Swenson, Viren & Turner, Omaha, for appellees.

Heard before SIMMONS, C. J., and CARTER, MESSMORE, YEAGER, CHAPPELL, WENKE, and BOSLAUGH, JJ.

BOSLAUGH, Justice.

This is an action for partition of the northwest quarter and the north half of the southwest quarter of Section 19, Township 22 North, Range 10 East of the 6th P. M., Burt County, Nebraska. The pleadings at the time of the entry of decree were the amended and substituted petition of appellees, the answer of appellants, and the motion for judgment on the pleadings made by appellees. The basis of the motion, as stated therein, was that the matters pleaded in the answer had been previously adjudicated by this court adversely to appellants and that they were barred and estopped from interposing them as a defense. The case was submitted to the district court. It found that the motion should be sustained and it rendered a decree of partition of the land. Appellants by this appeal seek a reversal of the decree.

The substance of the petition, so far as necessary to be stated herein, was that: The land was conveyed by warranty deed in fee simple to Charles P. Anderson and his son, Elmer S. Anderson, as tenants in common, to each an undivided, one-half thereof. Charles P. Anderson died intestate and left surviving him his heirs Caroline Anderson his widow, Elmer S. Anderson, Arnold J. Anderson, Harry R. Anderson, and Clarence A. Anderson, his sons. Clarence A. Anderson and Josie Anderson, his wife, conveyed their interest in the land to Caroline Anderson. Elmer S. Anderson died intestate leaving surviving him his heirs Anna M. Anderson, his widow, Lucile Marie Thorndyke, Gladys Bernice Jack, Clifford E. Anderson, Charles T. Anderson, and Roy I. Anderson, his children. Caroline Anderson died testate. Her will was admitted to probate. She was seized of an undivided one-fourth of the land. She devised her interest in the north half of the northwest quarter of said Section 19 to Clarence A. Anderson, and she devised her interest in the south half of the northwest quarter and the north half of the southwest quarter of Section 19 to the children of Elmer S. Anderson, deceased. The appellees Arnold J. Anderson, Harry R. Anderson, and Clarence A. Anderson, sons of Charles P. Anderson, and appellants Anna M. Anderson, Lucile Marie Thorndyke, Gladys Bernice Jack, Clifford E. Anderson, Charles T. Anderson, and Roy I. Anderson, widow and children of Elmer S. Anderson, deceased, were the owners as tenants in common of the land, and the share of each was specifically alleged. The history of, proceedings had, and the decree rendered in a suit to quiet title to the land brought and prosecuted by the appellants above named against the appellees named above and Josie Anderson, the wife of Clarence A. Anderson, in the district court for Burt County, Nebraska, and the fact that an appeal was prosecuted from the decree and a final determination made by this court adverse to the claims and contentions of the appellants, were alleged and set forth, including allegations concerning the pleadings in the district court, a copy of the decree rendered therein, and a copy of the opinion and decision of this court. Appellees asked for a partition of the land.
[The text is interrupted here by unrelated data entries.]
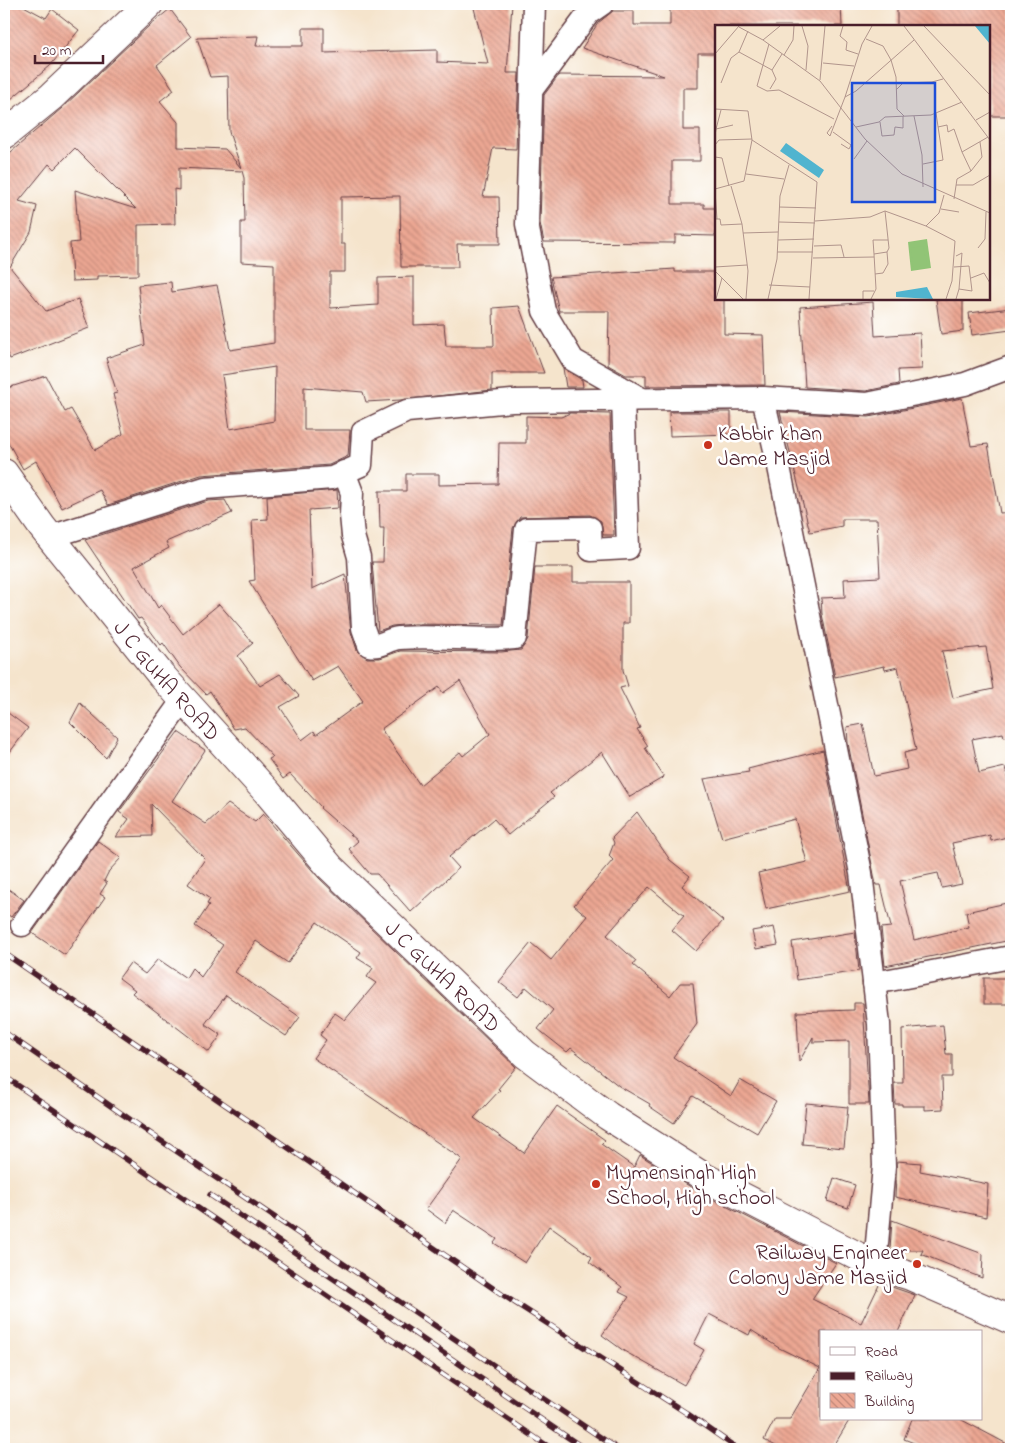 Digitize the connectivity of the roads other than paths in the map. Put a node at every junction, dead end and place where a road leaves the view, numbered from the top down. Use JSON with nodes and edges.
{"nodes":[{"id":1,"x":149,"y":4,"type":"edge"},
{"id":2,"x":534,"y":4,"type":"edge"},
{"id":3,"x":602,"y":4,"type":"edge"},
{"id":4,"x":532,"y":88,"type":"junction"},
{"id":5,"x":4,"y":135,"type":"edge"},
{"id":6,"x":1011,"y":368,"type":"edge"},
{"id":7,"x":632,"y":398,"type":"junction"},
{"id":8,"x":762,"y":398,"type":"junction"},
{"id":9,"x":344,"y":472,"type":"junction"},
{"id":10,"x":4,"y":473,"type":"edge"},
{"id":11,"x":50,"y":537,"type":"junction"},
{"id":12,"x":183,"y":700,"type":"junction"},
{"id":13,"x":22,"y":925,"type":"dead end"},
{"id":14,"x":1011,"y":957,"type":"edge"},
{"id":15,"x":874,"y":983,"type":"junction"},
{"id":16,"x":875,"y":1265,"type":"junction"},
{"id":17,"x":1011,"y":1320,"type":"edge"}],
"edges":[{"from":1,"to":5,"type":"street"},
{"from":2,"to":4,"type":"street"},
{"from":3,"to":4,"type":"street"},
{"from":4,"to":7,"type":"street"},
{"from":6,"to":8,"type":"street"},
{"from":7,"to":8,"type":"street"},
{"from":7,"to":9,"type":"street"},
{"from":7,"to":9,"type":"street"},
{"from":8,"to":15,"type":"street"},
{"from":9,"to":11,"type":"street"},
{"from":10,"to":11,"type":"street","name":"J C GUHA ROAD"},
{"from":11,"to":12,"type":"street","name":"J C GUHA ROAD"},
{"from":12,"to":13,"type":"street"},
{"from":12,"to":16,"type":"street","name":"J C GUHA ROAD"},
{"from":14,"to":15,"type":"street"},
{"from":15,"to":16,"type":"street"},
{"from":16,"to":17,"type":"street","name":"J C GUHA ROAD"}]}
The parts of the answer important to a determination of the appeal are: A denial of the allegations of the petition, except an admission that the warranty deed by which the land was conveyed named Charles P. Anderson and Elmer S. Anderson as grantees, and that the deed was recorded in the office of the register of deeds of Burt County, Nebraska, on March 8, 1920; the allegations therein that Elmer S. Anderson on May 23, 1919, purchased the land and agreed to pay therefor $67,900, and that he during his lifetime and appellants thereafter have paid all of the purchase price except $11,000, represented by a mortgage on the land; that Elmer S. Anderson took possession of the land on the 4th day of March 1920, and thereafter had until his death on the 22d day of March 1940, continuous, exclusive, notorious, and adverse possession thereof, and after his death appellants continued and had like possession and occupancy of said premises until the time of the filing of the answer, and by virtue thereof they were the absolute owners of all of the premises and were in the actual and exclusive possession thereof; that appellees, or any of them, have no right, title, or interest in or to any part of the land, and they, or any of them, have not been in the possession thereof; that an appeal was taken to this court from the decree rendered in the suit to quiet title by the district court, and that the decree was reversed and the case dismissed by this court for the reason that the evidence of plaintiffs in the suit to quiet title (who are the appellants in the pending case) was insufficient to sustain the cause of action to quiet title or the decree rendered by the district court, and that no other matter, question, or issue was considered or determined by this court in the suit to quiet title; and that this court in its opinion or its decision in that case did not determine that appellees in this case were the owners of any part of said property, or were at any time in the possession thereof, or that they ever had any interest of any kind or nature therein. The prayer of the answer was that the court find and adjudge that appellees have no right, title, or interest in or to the land, and that the partition action be dismissed.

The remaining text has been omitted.